#### Data supplied

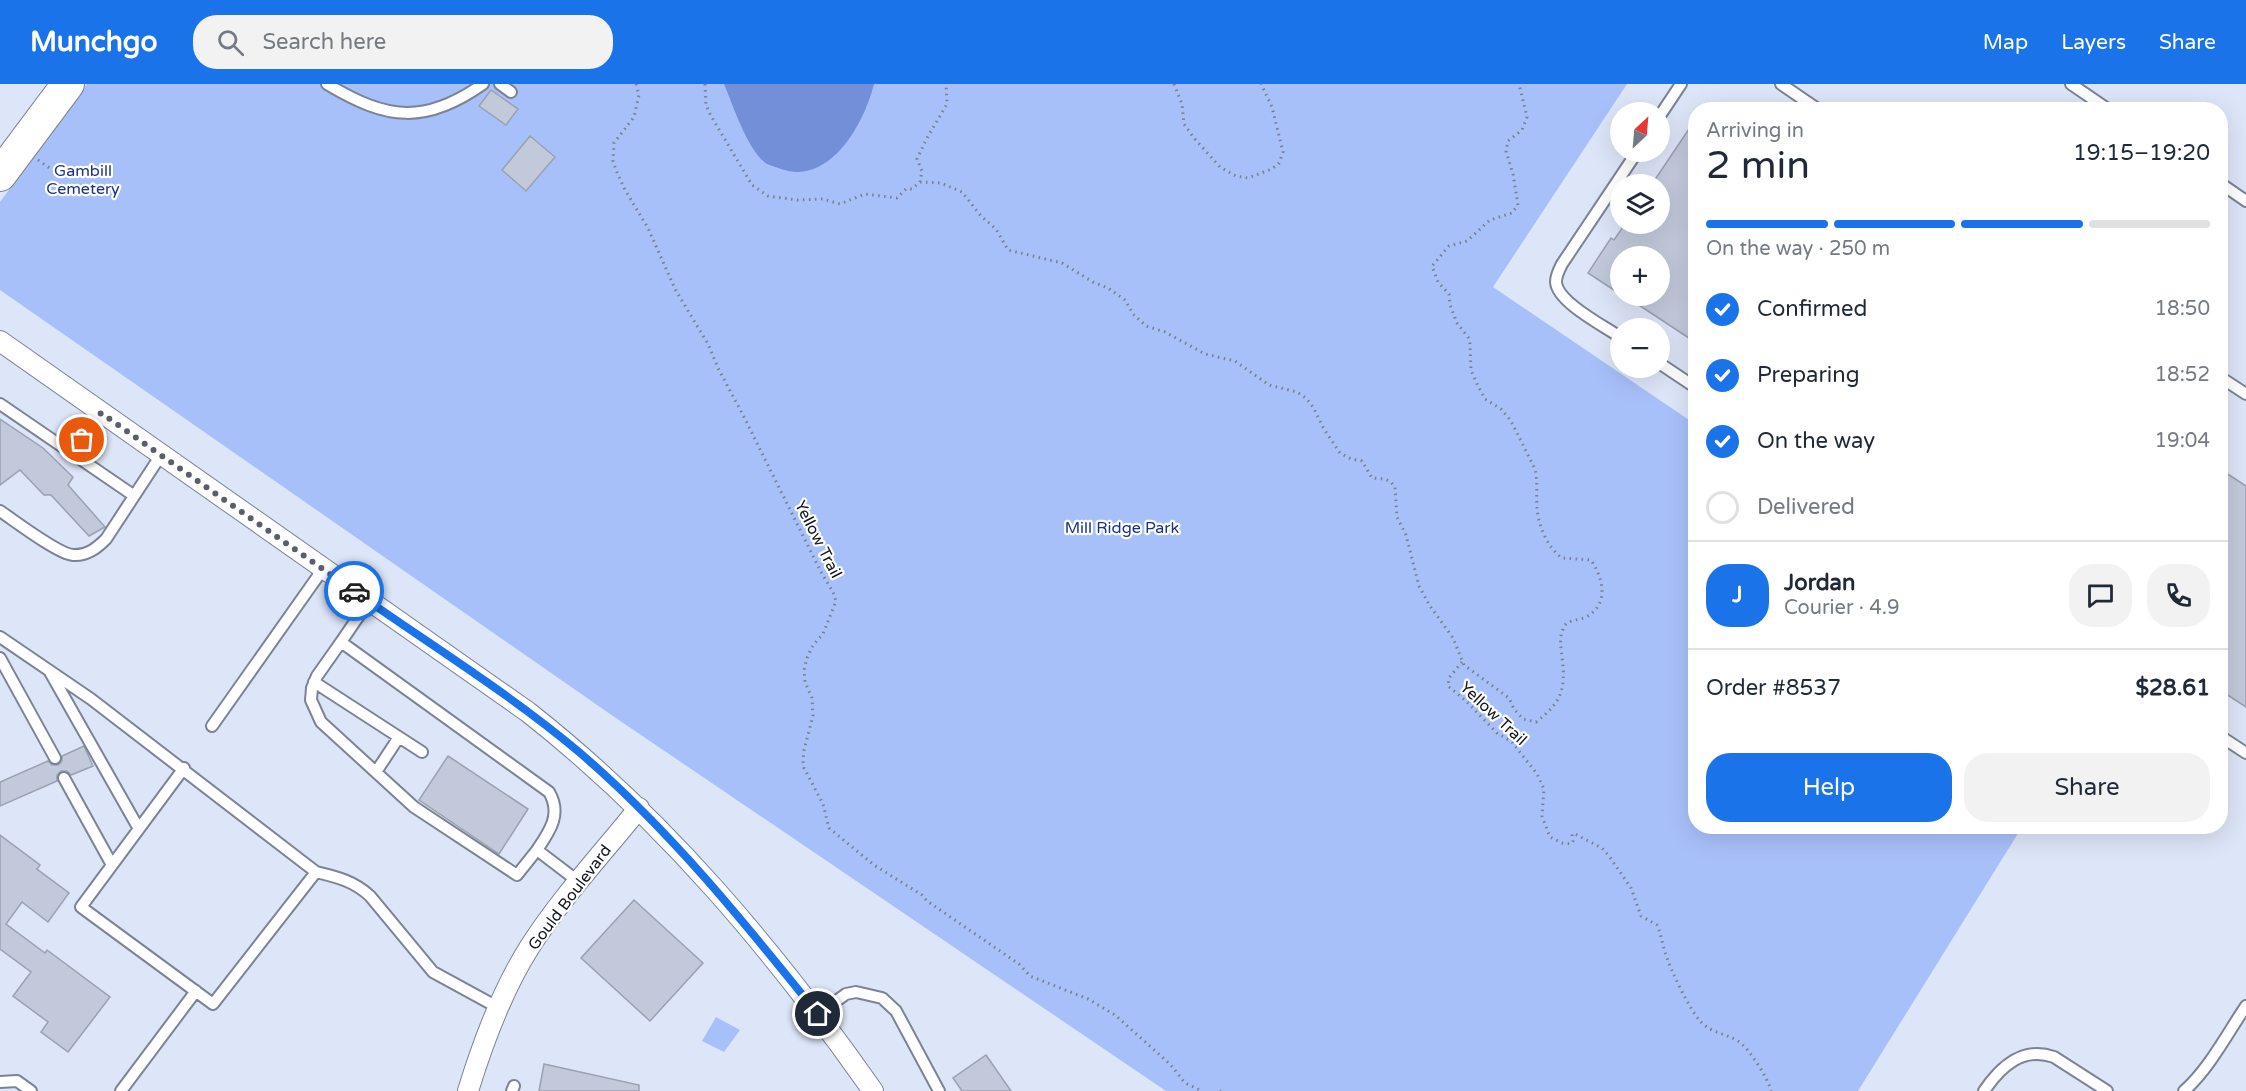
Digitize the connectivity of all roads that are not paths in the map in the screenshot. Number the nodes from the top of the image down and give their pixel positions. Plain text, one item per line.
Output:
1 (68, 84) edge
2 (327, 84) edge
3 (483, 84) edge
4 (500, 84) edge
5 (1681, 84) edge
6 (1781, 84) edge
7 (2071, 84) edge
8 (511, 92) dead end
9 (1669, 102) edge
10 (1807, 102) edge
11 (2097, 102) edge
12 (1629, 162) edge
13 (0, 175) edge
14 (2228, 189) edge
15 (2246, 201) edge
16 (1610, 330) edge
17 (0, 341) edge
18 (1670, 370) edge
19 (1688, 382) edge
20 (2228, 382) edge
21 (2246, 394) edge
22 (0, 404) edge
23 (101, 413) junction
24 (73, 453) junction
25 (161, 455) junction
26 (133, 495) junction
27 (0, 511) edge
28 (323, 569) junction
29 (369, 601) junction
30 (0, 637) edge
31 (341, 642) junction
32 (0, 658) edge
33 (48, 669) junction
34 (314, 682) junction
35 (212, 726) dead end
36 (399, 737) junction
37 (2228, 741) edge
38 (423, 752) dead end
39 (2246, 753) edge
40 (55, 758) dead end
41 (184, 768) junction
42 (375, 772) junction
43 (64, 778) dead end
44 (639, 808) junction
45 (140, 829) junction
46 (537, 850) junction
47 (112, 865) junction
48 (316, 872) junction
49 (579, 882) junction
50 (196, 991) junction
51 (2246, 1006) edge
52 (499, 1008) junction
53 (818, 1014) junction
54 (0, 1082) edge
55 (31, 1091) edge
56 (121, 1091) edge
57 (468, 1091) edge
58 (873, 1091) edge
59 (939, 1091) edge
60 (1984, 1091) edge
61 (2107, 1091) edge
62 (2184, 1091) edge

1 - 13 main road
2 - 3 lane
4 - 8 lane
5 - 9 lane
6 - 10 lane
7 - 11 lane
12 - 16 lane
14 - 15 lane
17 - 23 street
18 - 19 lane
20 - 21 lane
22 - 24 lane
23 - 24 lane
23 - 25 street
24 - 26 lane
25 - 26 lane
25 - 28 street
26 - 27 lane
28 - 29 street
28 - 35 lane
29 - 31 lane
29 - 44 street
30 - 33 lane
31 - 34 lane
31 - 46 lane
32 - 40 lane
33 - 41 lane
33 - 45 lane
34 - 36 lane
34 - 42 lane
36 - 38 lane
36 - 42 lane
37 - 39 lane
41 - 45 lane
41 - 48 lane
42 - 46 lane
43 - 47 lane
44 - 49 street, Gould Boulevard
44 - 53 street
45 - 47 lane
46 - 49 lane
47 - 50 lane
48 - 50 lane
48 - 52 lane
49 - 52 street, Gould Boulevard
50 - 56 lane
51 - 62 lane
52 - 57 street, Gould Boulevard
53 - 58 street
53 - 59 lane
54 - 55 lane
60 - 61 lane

########
#### Data supplied

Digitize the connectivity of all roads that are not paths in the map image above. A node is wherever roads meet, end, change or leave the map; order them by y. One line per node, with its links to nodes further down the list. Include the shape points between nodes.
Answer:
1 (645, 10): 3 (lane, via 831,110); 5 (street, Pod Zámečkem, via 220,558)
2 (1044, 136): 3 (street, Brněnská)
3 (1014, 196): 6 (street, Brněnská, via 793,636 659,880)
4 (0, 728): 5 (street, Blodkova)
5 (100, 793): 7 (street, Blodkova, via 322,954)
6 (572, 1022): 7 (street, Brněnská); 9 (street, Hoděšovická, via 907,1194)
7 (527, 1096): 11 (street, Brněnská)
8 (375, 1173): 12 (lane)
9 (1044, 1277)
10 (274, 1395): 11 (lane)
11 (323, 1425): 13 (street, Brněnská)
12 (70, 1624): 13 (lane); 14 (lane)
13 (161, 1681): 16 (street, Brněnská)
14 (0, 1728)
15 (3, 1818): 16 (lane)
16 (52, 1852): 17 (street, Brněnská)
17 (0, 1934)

########

Try it » Where a line of the data holds "nodes", show that line.

Result of the exercise »
Digitize the connectivity of all roads that are not paths in the map in the screenshot. Number the nodes from the top of the image down and give their pixel positions. Plain text, one item per line.
Digitize the connectivity of all roads that are not paths in the map image above. A node is wherever roads meet, end, change or leave the map; order them by y. One line per node, with its links to nodes further down the list. Include the shape points between nodes.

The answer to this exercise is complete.